By normal standards, designing a new laser is a total mistake. Instead of producing a sharp, steady beam, the laser casts a blurry patch of light filled with random bright spots. But for a team of physicists, cluttered laser production is their biggest asset. Chaotic fluctuations in laser light can translate into 254 trillion random digits per second, more than 100 times faster than other laser-powered random number generators, researchers reported on Feb. 26.
“This is a wonderful step” toward a more efficient generation of random numbers, says Rajarshi Roy, a University of Maryland physicist at College Park who did not participate in the work.
Random number generators are valuable tools in computing (SN: 27/05/16). They are used to create encryption keys that scramble private data, such as passwords and credit card numbers, so that information can travel securely over the Internet. Computer simulations of complex systems, such as the Earth's climate or the stock market, also require many random numbers to adequately capture fortuitous events that occur in real life.
Lasers can generate sequences of random numbers thanks to small fluctuations in the frequency of light over time. But using a laser beam to produce random numbers is like repeatedly rolling a single die. To generate many random digit strings from a single laser at a time, physicist Hui Cao of Yale University and his colleagues came up with a new design.
In the equipment laser, light bounces between the mirrors at the ends of an hourglass-shaped cavity before exiting the device.
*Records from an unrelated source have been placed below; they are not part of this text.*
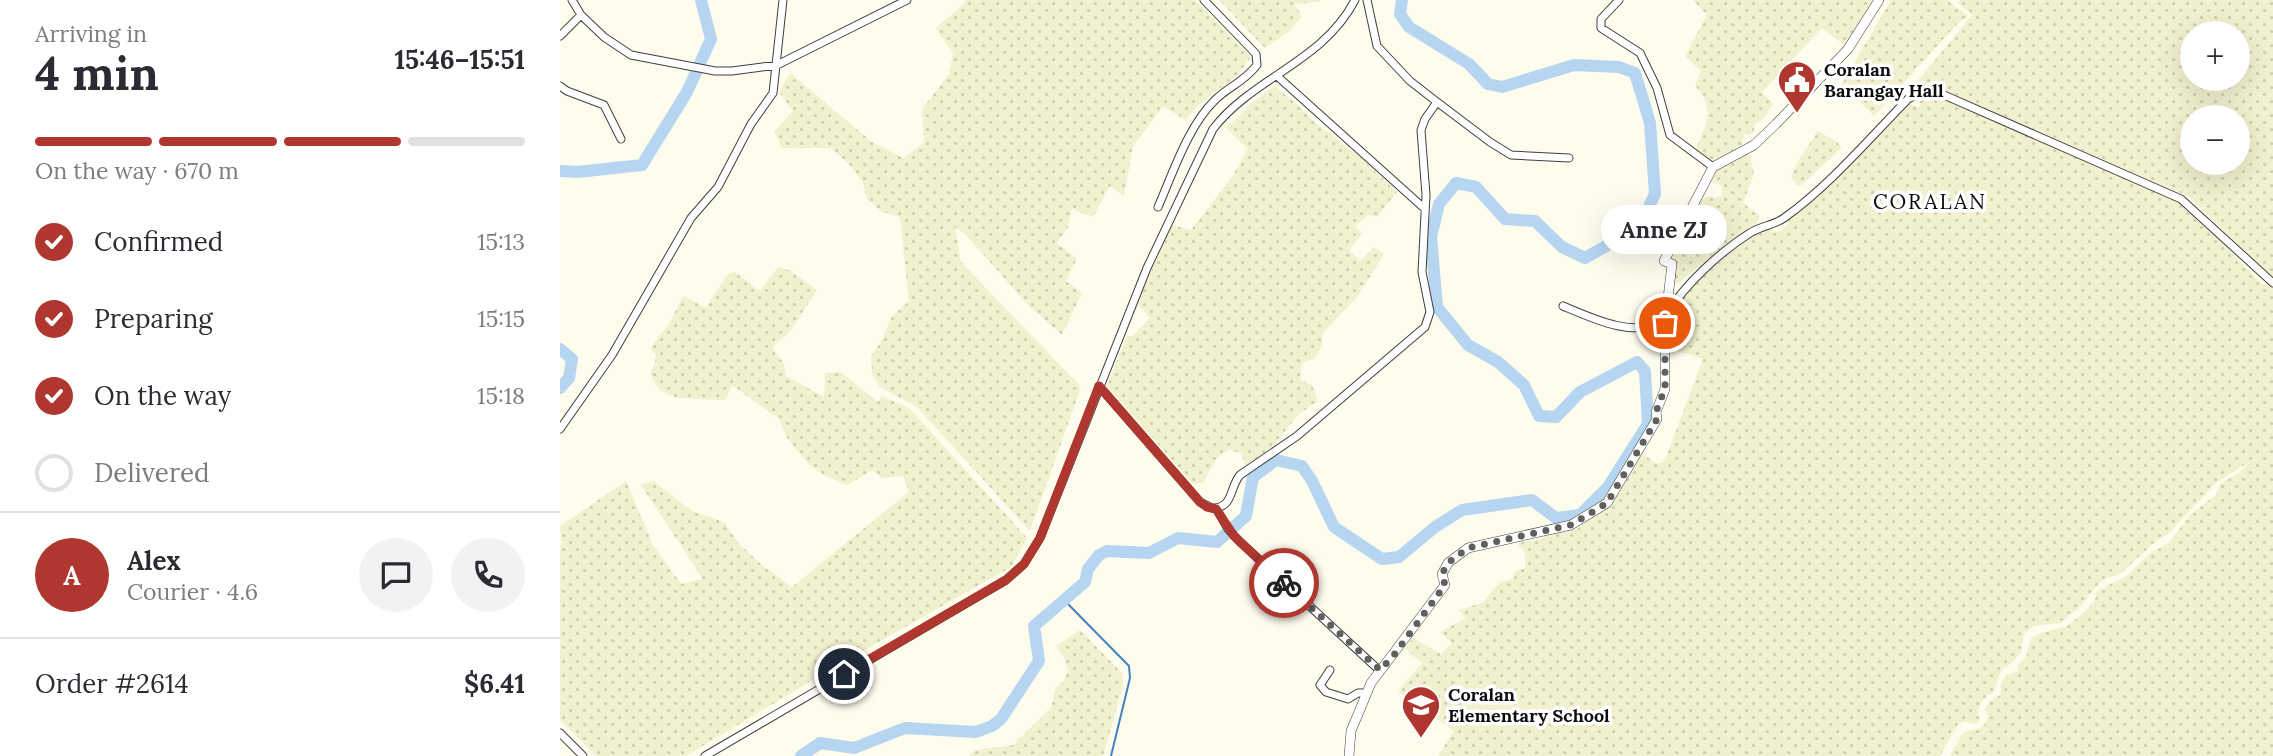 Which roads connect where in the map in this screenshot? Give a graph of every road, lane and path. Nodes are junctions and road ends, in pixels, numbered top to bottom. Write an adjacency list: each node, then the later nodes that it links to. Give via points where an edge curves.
1 (572, 0): 9 (street)
2 (783, 0): 11 (street)
3 (907, 0): 11 (street)
4 (1204, 0): 13 (street, via 1256,54 1256,65)
5 (1355, 0): 12 (street, via 1335,31)
6 (1367, 0): 16 (street, via 1377,46)
7 (1619, 0): 19 (street, via 1601,19 1601,28 1640,53 1657,88 1670,135)
8 (1879, 0): 19 (street, via 1848,49 1783,117 1754,145)
9 (581, 15): 10 (street); 11 (street, via 623,51 643,58 715,71)
10 (560, 36)
11 (777, 65): 26 (street, via 774,93 751,124 723,178 691,218 612,355)
12 (1277, 76): 15 (street); 21 (street)
13 (1241, 83): 15 (street); 20 (street, via 1215,99 1201,116)
14 (560, 86): 17 (street, via 604,105)
15 (1250, 95): 25 (street, via 1221,119 1209,137 1147,268)
16 (1437, 102): 18 (street, via 1511,155); 21 (street, via 1421,130)
17 (621, 139)
18 (1569, 158)
19 (1713, 167): 24 (street, via 1664,261 1672,264)
20 (1157, 207)
21 (1425, 209): 27 (street, via 1422,272 1430,312 1425,327 1297,436 1240,475 1230,499)
22 (2273, 283): 24 (street, via 2181,199 1931,92 1908,99 1782,220 1735,243 1679,294)
23 (1563, 306): 24 (street, via 1632,329 1647,329)
24 (1665, 321): 29 (street, via 1665,388 1657,419 1607,503 1571,525 1468,548 1448,563 1442,574 1445,585)
25 (1099, 386): 27 (street, via 1200,502); 33 (street, via 1040,538 1024,564)
26 (560, 429)
27 (1216, 509): 29 (street, via 1236,539)
28 (1330, 670): 30 (street, via 1320,684 1326,692 1348,699)
29 (1380, 670): 30 (street)
30 (1366, 693): 34 (street, via 1351,732)
31 (560, 733): 32 (street)
32 (583, 756)
33 (705, 756)
34 (1349, 756)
This irregular shape allows light waves of various frequencies to bounce through the laser and overlap with each other. As a result, when the laser shines on a surface, its light contains a constantly changing pattern of small tweezers that illuminate and dim randomly. The brightness at each point of the pattern over time can turn a computer into a random series of ones and zeros.
Cao and colleagues aimed the laser at a high-speed camera, which measured the intensity of light at 254 points across the beam approximately every trillionth of a second. But that camera tracked the laser light for just a couple of nanoseconds before the memory filled up, after which the data was loaded onto a computer to encode it as 0s and 1s, says Daniel Gauthier, an Ohio State University physicist who wrote a comment . on the study in the same issue of Science. To work in the real world, this random number generator would have to be equipped with light detectors that could send rapid fire brightness measurements to computers in real time.